The finished copy must match the records exactly, except that it contains no pictures.

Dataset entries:
================================
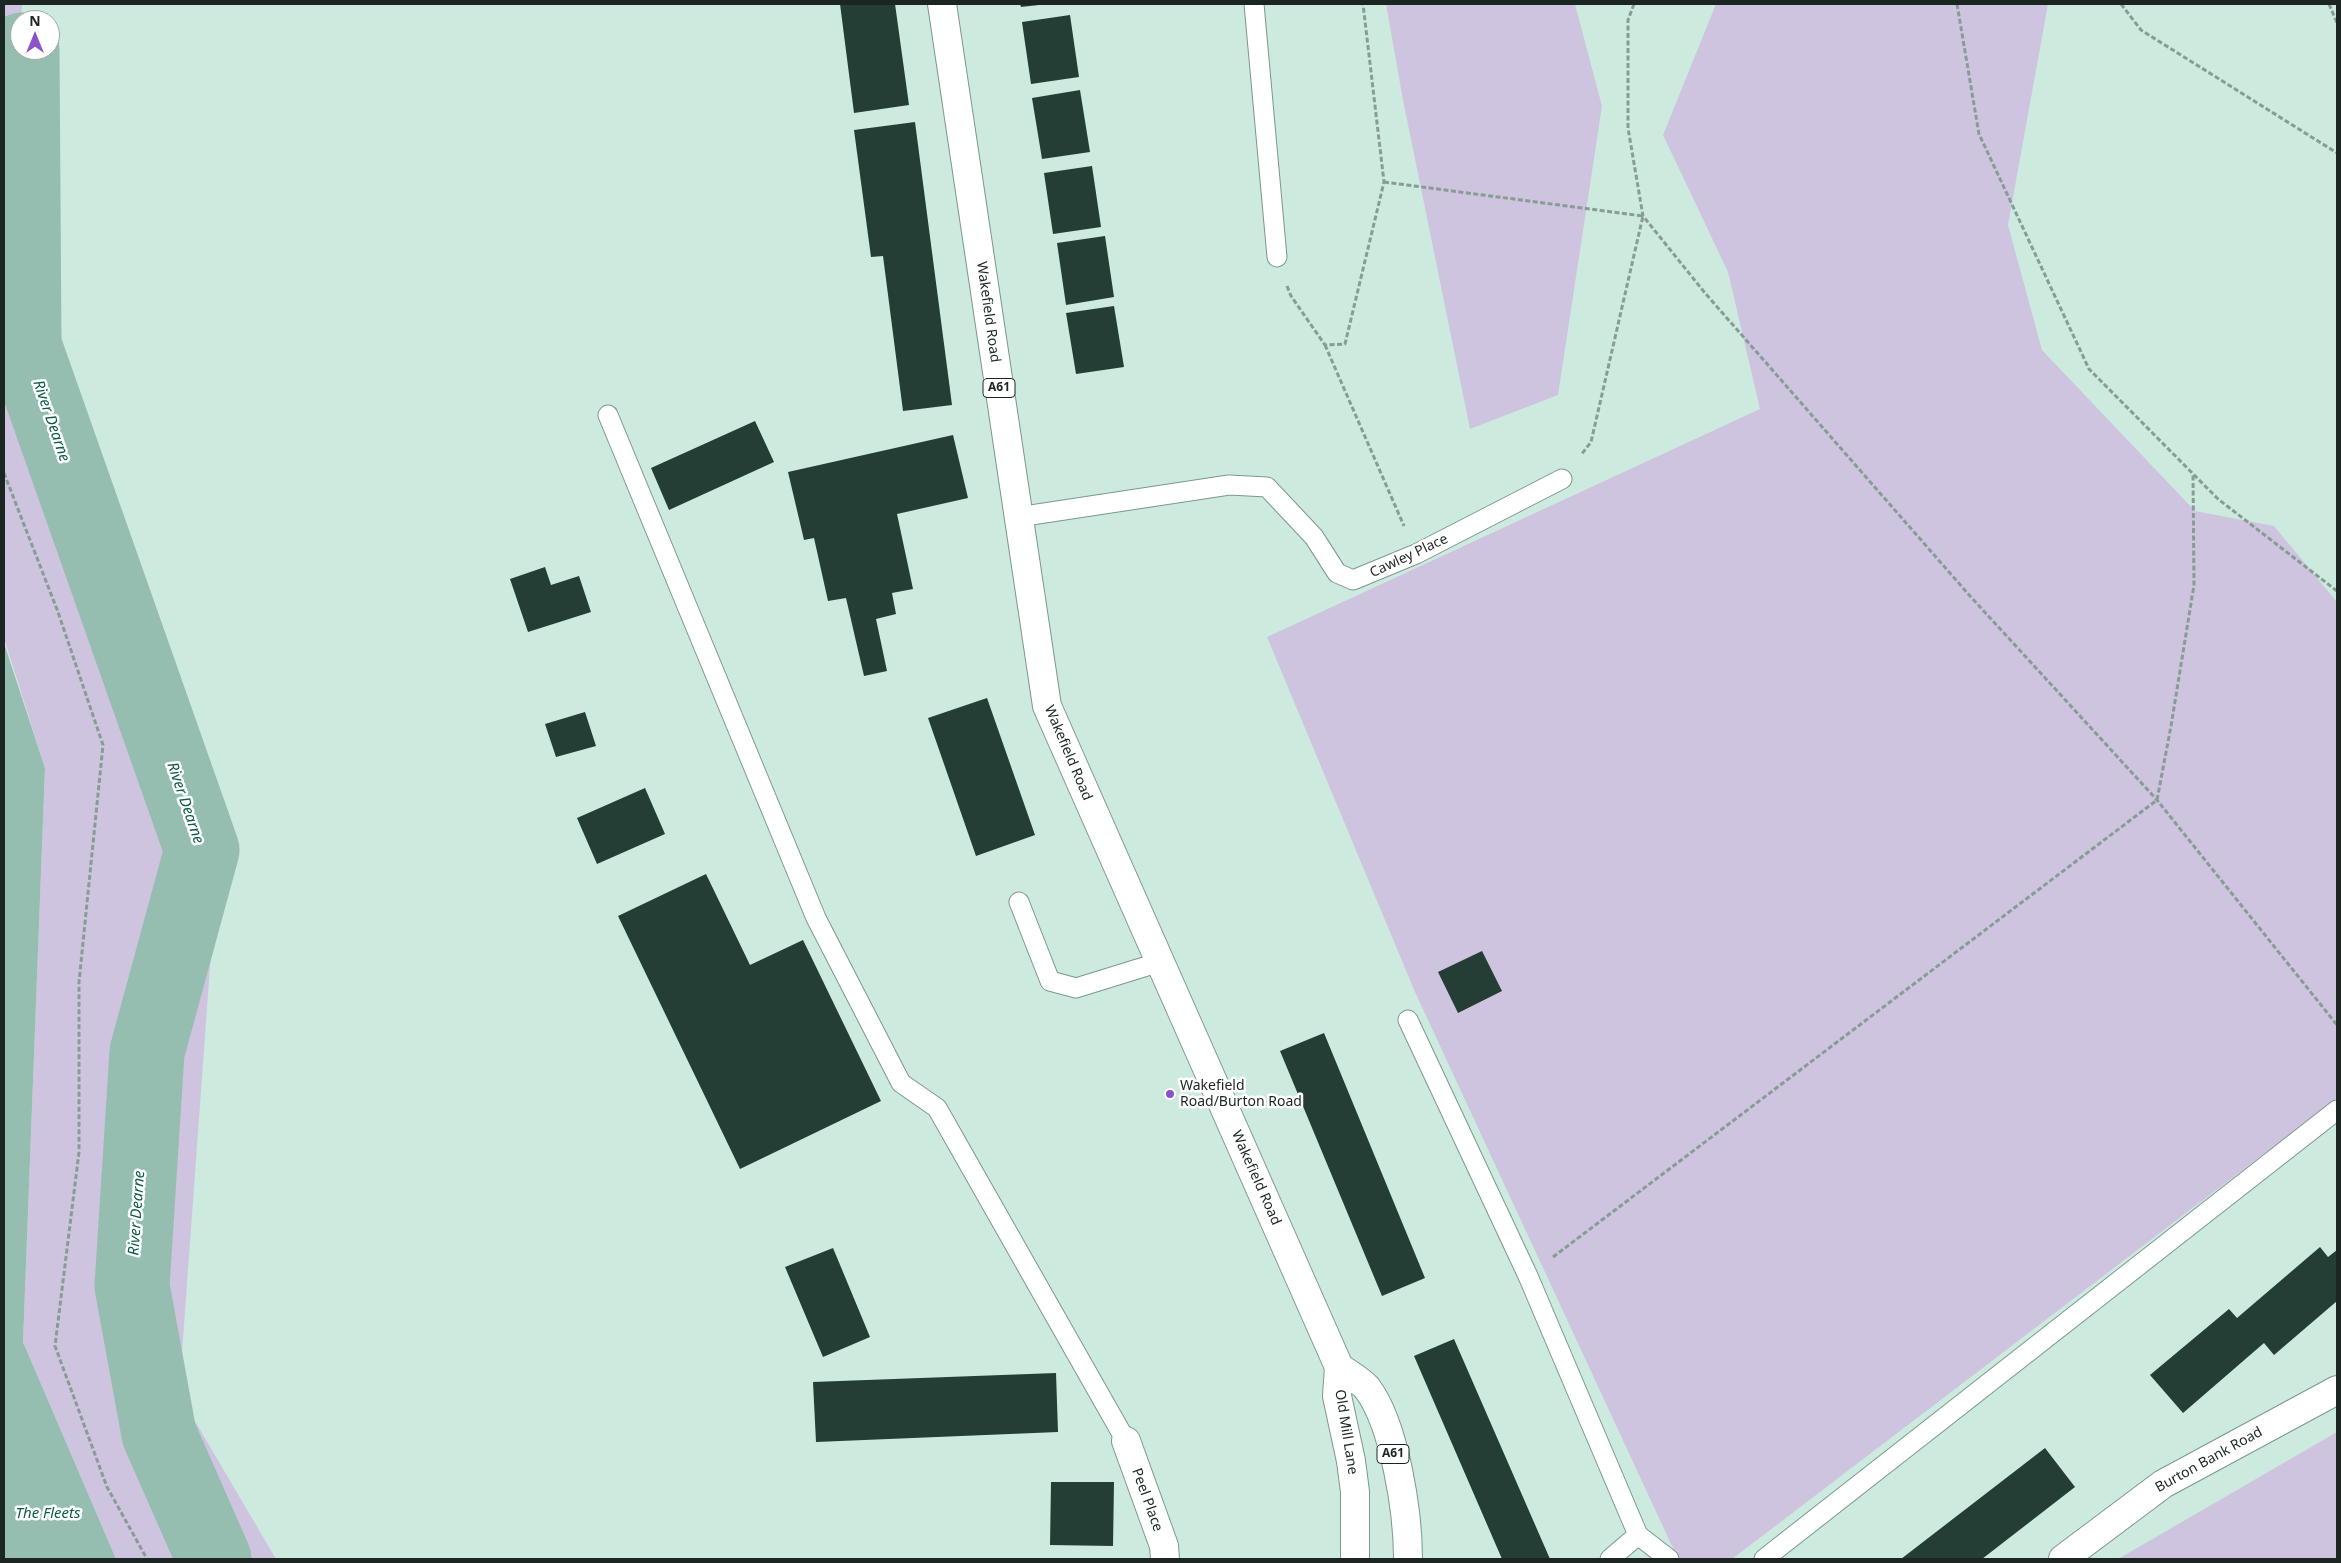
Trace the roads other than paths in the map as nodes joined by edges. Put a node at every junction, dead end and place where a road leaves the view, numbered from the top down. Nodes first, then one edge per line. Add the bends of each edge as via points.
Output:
1 (942, 4) edge
2 (1254, 4) edge
3 (1277, 257) road end
4 (608, 415) dead end
5 (1562, 479) road end
6 (1018, 517) junction
7 (1019, 902) dead end
8 (1160, 962) junction
9 (1408, 1020) dead end
10 (2337, 1110) edge
11 (1339, 1367) junction
12 (2337, 1390) edge
13 (1126, 1441) joint
14 (1638, 1535) junction
15 (1409, 1557) edge
16 (1165, 1559) edge
17 (1355, 1559) edge
18 (1610, 1559) edge
19 (1669, 1559) edge
20 (1764, 1559) edge
21 (2063, 1559) edge

1 - 6 main road, Wakefield Road / A61
2 - 3 lane
4 - 13 lane via 816,918 901,1083 937,1108
5 - 6 lane, Cawley Place via 1416,554 1353,580 1337,574 1314,537 1267,488 1229,485
6 - 8 main road, Wakefield Road / A61 via 1046,706
7 - 8 lane via 1050,981 1076,988
8 - 11 main road, Wakefield Road / A61
9 - 14 lane via 1528,1276
10 - 20 lane
11 - 15 main road, Old Mill Lane / A61 via 1366,1387 1386,1425 1399,1478
11 - 17 main road, Old Mill Lane / A61 via 1337,1396 1355,1492
12 - 21 main road, Burton Bank Road via 2163,1484
13 - 16 main road, Peel Place via 1164,1546
14 - 18 lane
14 - 19 lane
================================
### [Answer to this task]
Trace the roads other than paths in the map as nodes joined by edges. Put a node at every junction, dead end and place where a road leaves the view, numbered from the top down. Nodes first, then one edge per line. Add the bends of each edge as via points.
Output:
1 (942, 4) edge
2 (1254, 4) edge
3 (1277, 257) road end
4 (608, 415) dead end
5 (1562, 479) road end
6 (1018, 517) junction
7 (1019, 902) dead end
8 (1160, 962) junction
9 (1408, 1020) dead end
10 (2337, 1110) edge
11 (1339, 1367) junction
12 (2337, 1390) edge
13 (1126, 1441) joint
14 (1638, 1535) junction
15 (1409, 1557) edge
16 (1165, 1559) edge
17 (1355, 1559) edge
18 (1610, 1559) edge
19 (1669, 1559) edge
20 (1764, 1559) edge
21 (2063, 1559) edge

1 - 6 main road, Wakefield Road / A61
2 - 3 lane
4 - 13 lane via 816,918 901,1083 937,1108
5 - 6 lane, Cawley Place via 1416,554 1353,580 1337,574 1314,537 1267,488 1229,485
6 - 8 main road, Wakefield Road / A61 via 1046,706
7 - 8 lane via 1050,981 1076,988
8 - 11 main road, Wakefield Road / A61
9 - 14 lane via 1528,1276
10 - 20 lane
11 - 15 main road, Old Mill Lane / A61 via 1366,1387 1386,1425 1399,1478
11 - 17 main road, Old Mill Lane / A61 via 1337,1396 1355,1492
12 - 21 main road, Burton Bank Road via 2163,1484
13 - 16 main road, Peel Place via 1164,1546
14 - 18 lane
14 - 19 lane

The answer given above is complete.